Photo by Patricia Chang / Curbed SF

The 58-story Millennium Tower cost an estimated $350 million to build in 2008, but the cost to fix the sinking and tilting skyscraper may climb even higher, reaching even to $500 million.

San Francisco Chronicle’s Mattier and Ross—who first broke the story of the Millennium Tower’s meandering foundations in 2016—now report that a potential engineering fix for the building involves securing only half of the structure to bedrock with hundreds of long “micropiles” in the foundation and then “letting the other side continue to sink until the building straightens itself.”

After the structure is level again, further piles will attach the entire building base to bedrock, and all will be righted in the world. The process could take as long as five years—and come with a hefty price tag.

Pennsylvania-based construction company Nicholson explains that micropiles are:

High-performance, high-capacity drilled deep foundation elements typically between 5–12 inches in diameter that can extend to depths of 200 feet and achieve working loads of over 200 tons. Micropiles are comprised of high-strength steel casing, rebar and grout.

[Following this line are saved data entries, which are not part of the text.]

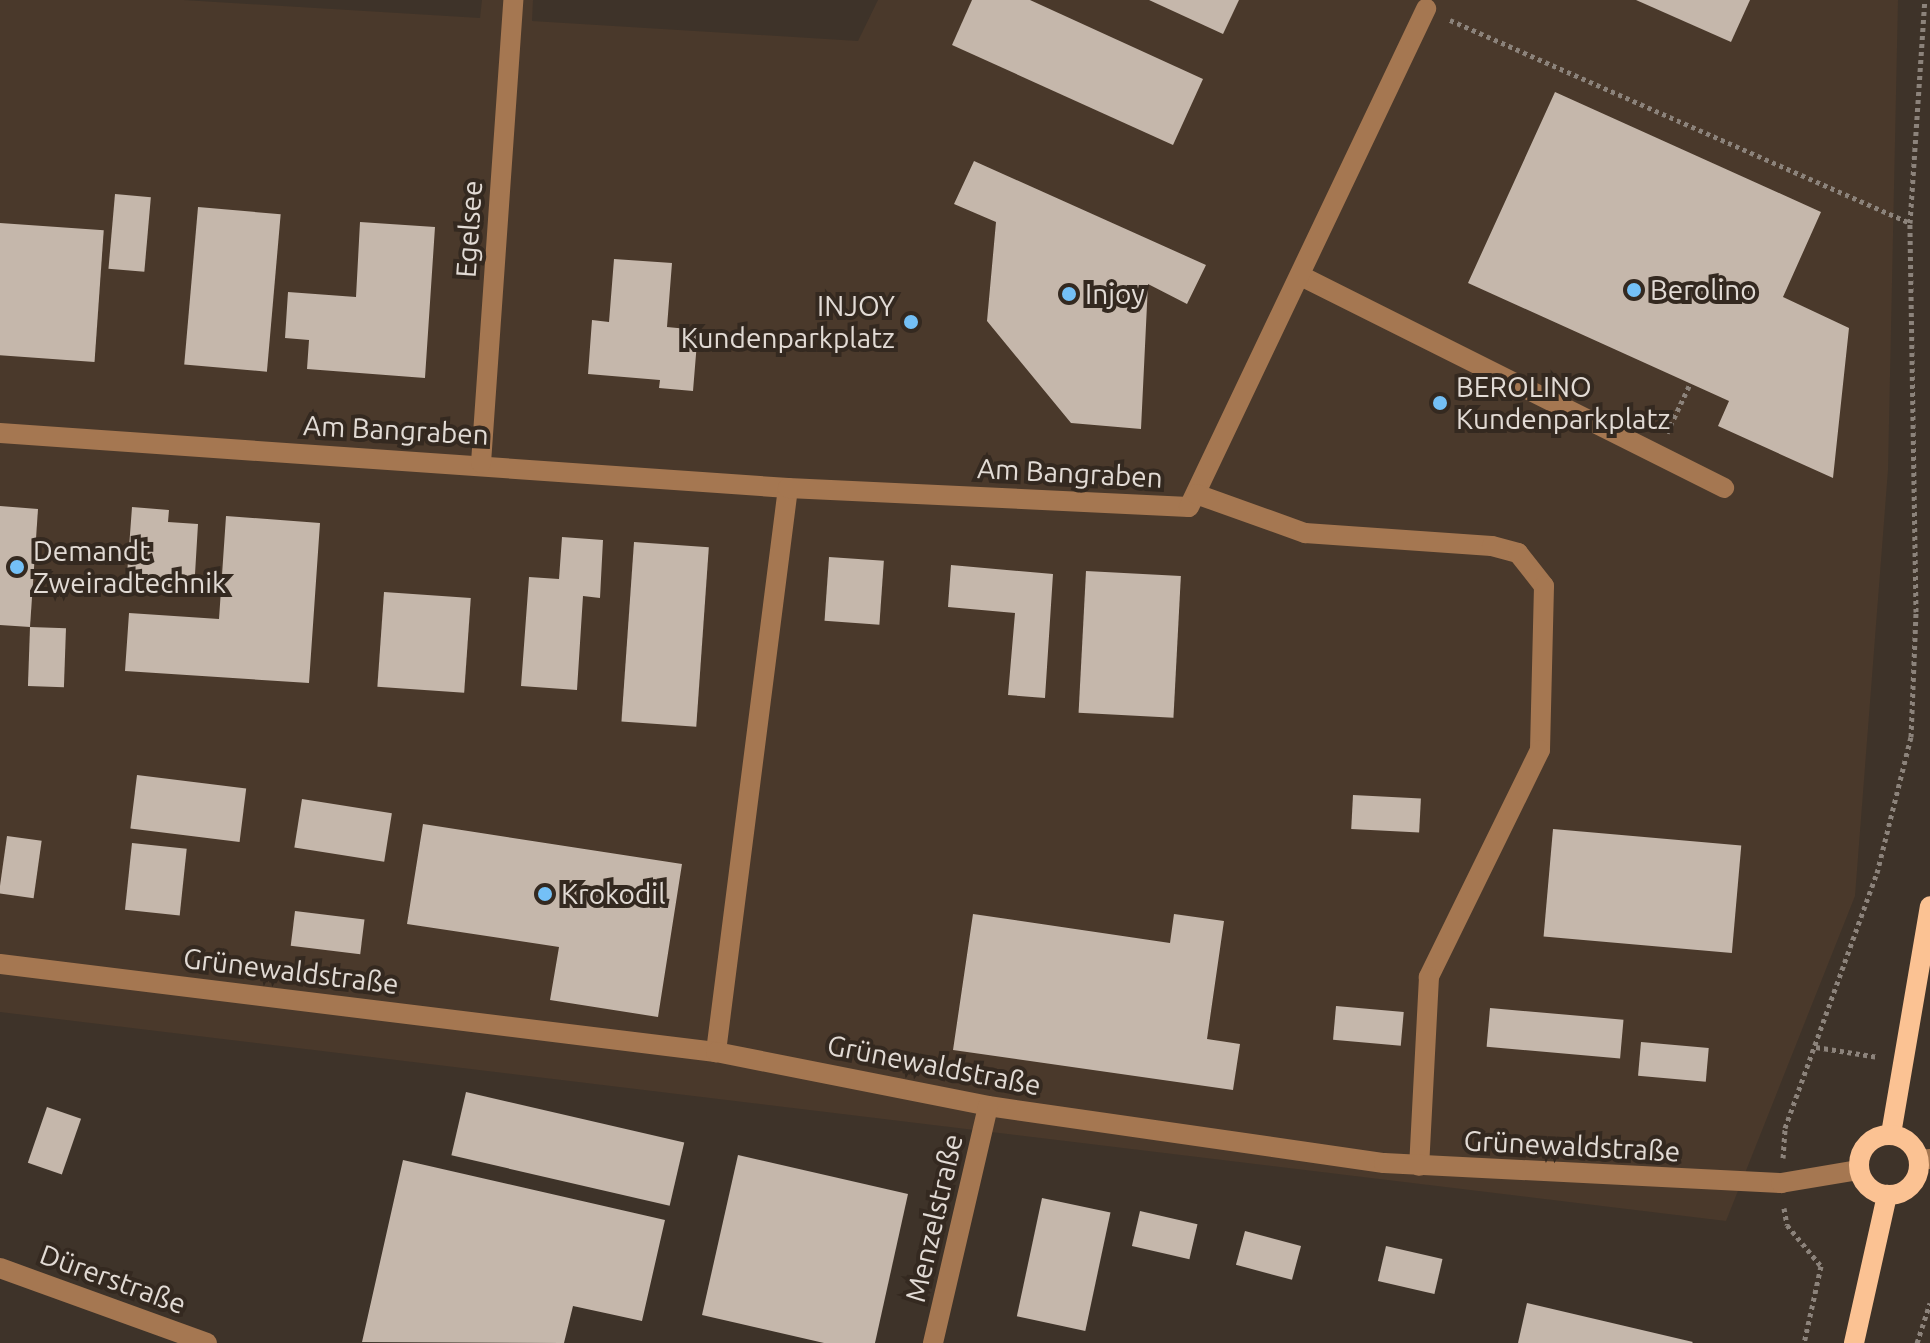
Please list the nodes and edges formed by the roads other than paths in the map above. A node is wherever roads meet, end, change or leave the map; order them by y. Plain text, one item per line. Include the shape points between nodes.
1 (513, 0) edge
2 (1426, 9) road end
3 (1303, 277) junction
4 (0, 433) edge
5 (481, 463) junction
6 (788, 488) junction
7 (1724, 488) dead end
8 (1196, 494) junction
9 (1930, 906) edge
10 (0, 964) edge
11 (716, 1052) junction
12 (988, 1106) junction
13 (1891, 1134) junction
14 (1925, 1160) edge
15 (1419, 1166) junction
16 (1859, 1170) junction
17 (1887, 1195) junction
18 (0, 1268) edge
19 (207, 1343) edge
20 (933, 1343) edge
21 (1854, 1343) edge

1 - 5 street, Egelsee
2 - 3 street, Am Bangraben
3 - 7 street
3 - 8 street, Am Bangraben
4 - 5 street, Am Bangraben
5 - 6 street, Am Bangraben
6 - 8 street, Am Bangraben via 1189,507
6 - 11 street
8 - 15 street via 1305,533 1492,546 1518,553 1544,586 1540,750 1429,977
9 - 13 main road
10 - 11 street, Grünewaldstraße
11 - 12 street, Grünewaldstraße
12 - 15 street, Grünewaldstraße
12 - 20 street, Menzelstraße
13 - 14 main road via 1904,1138
13 - 16 main road via 1866,1145
14 - 17 main road via 1912,1186
15 - 16 street, Grünewaldstraße via 1781,1183
16 - 17 main road via 1864,1182
17 - 21 main road
18 - 19 street, Dürerstraße

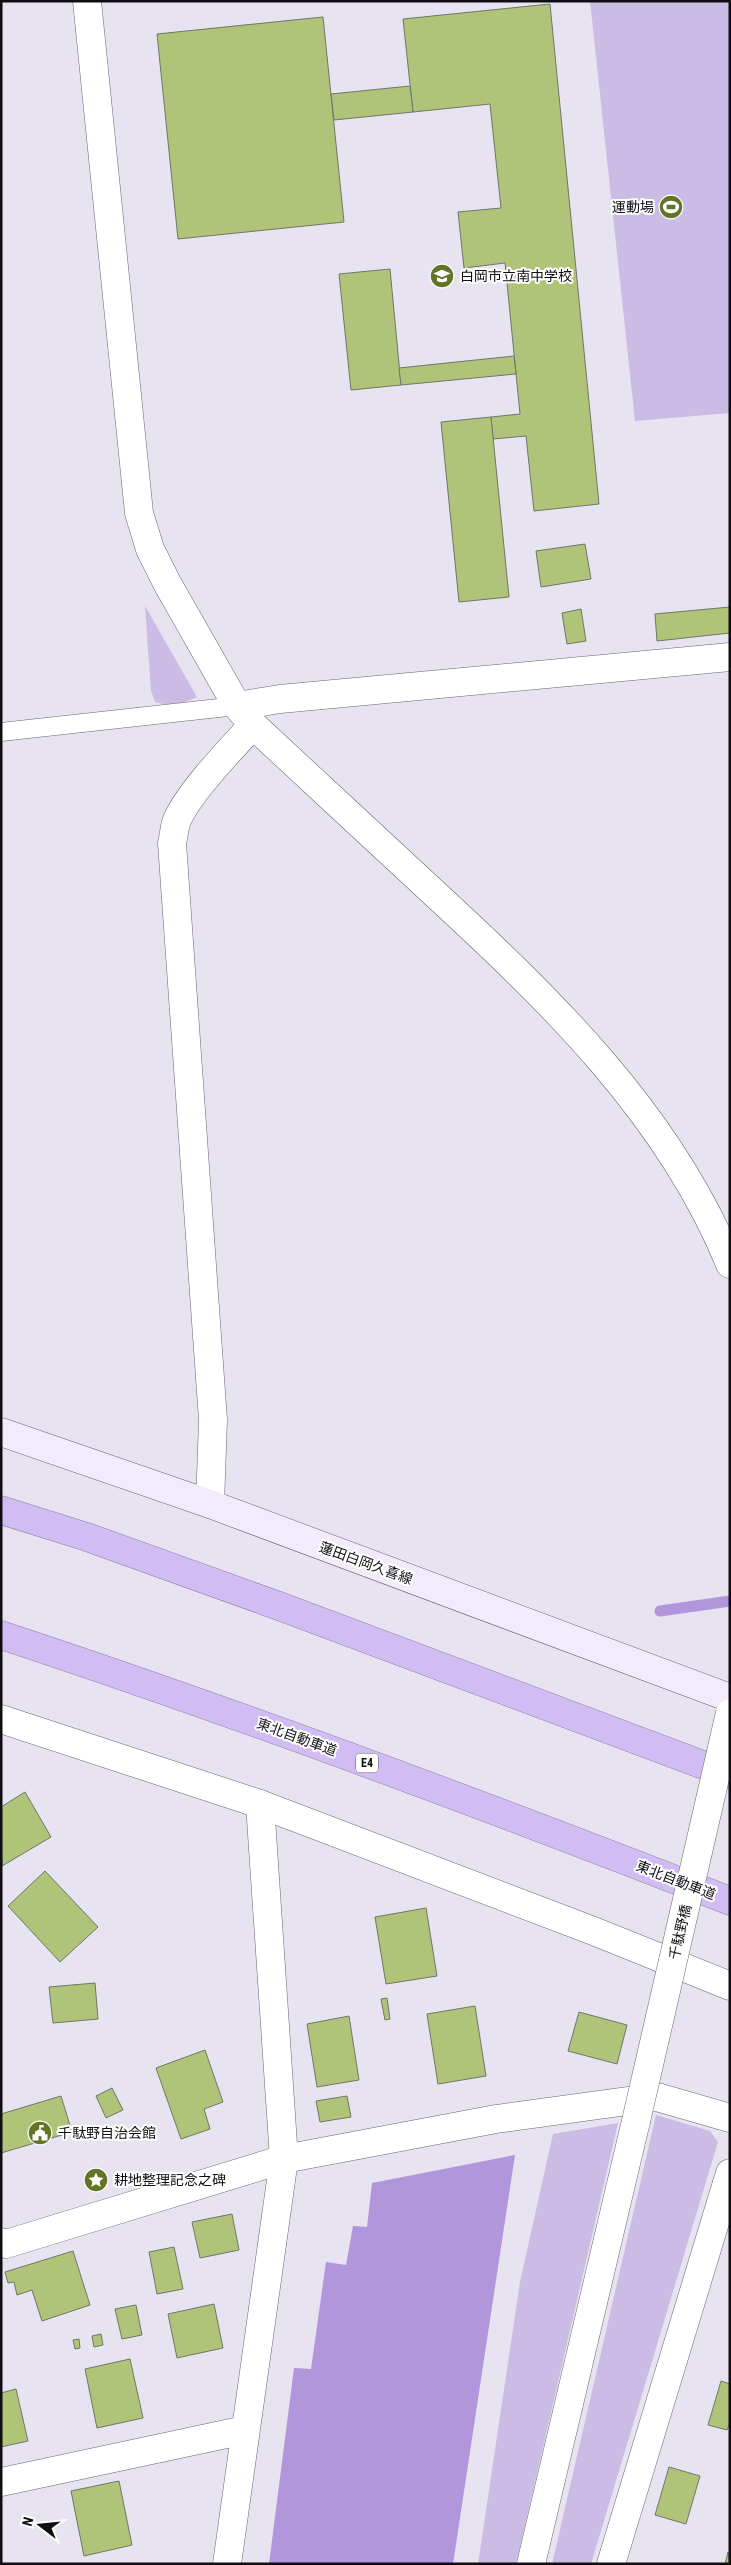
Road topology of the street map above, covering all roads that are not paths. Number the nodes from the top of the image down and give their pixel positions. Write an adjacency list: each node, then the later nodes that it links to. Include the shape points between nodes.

[...] Micropiles are generally used when there are difficult ground conditions, such as natural or man-made obstructions, sensitive ground with adjacent structures, limited access/low headroom and/or karstic geology. They are commonly used to replace deteriorating foundation systems [...] or reinforcement including embankment, slope and landslide stabilization.

Mattier and Ross go on to report that some of the building’s well-heeled inhabitants aren’t fond of this fix; there are other competing proposals for how to get the tower and its ritzy business back on an even keel.

A similar 2017 proposal called for up to 100 larger additional piles—at least ten inches in diameter—to secure the building, estimated at the time to run up to roughly $150 million.

Other proposals have included reinforcing the slippery soil beneath the building with concrete, constructing a larger building next door and connecting the two so that the counterweight will eventually even everything out, or doing nothing at all while concentrating on the legal fight.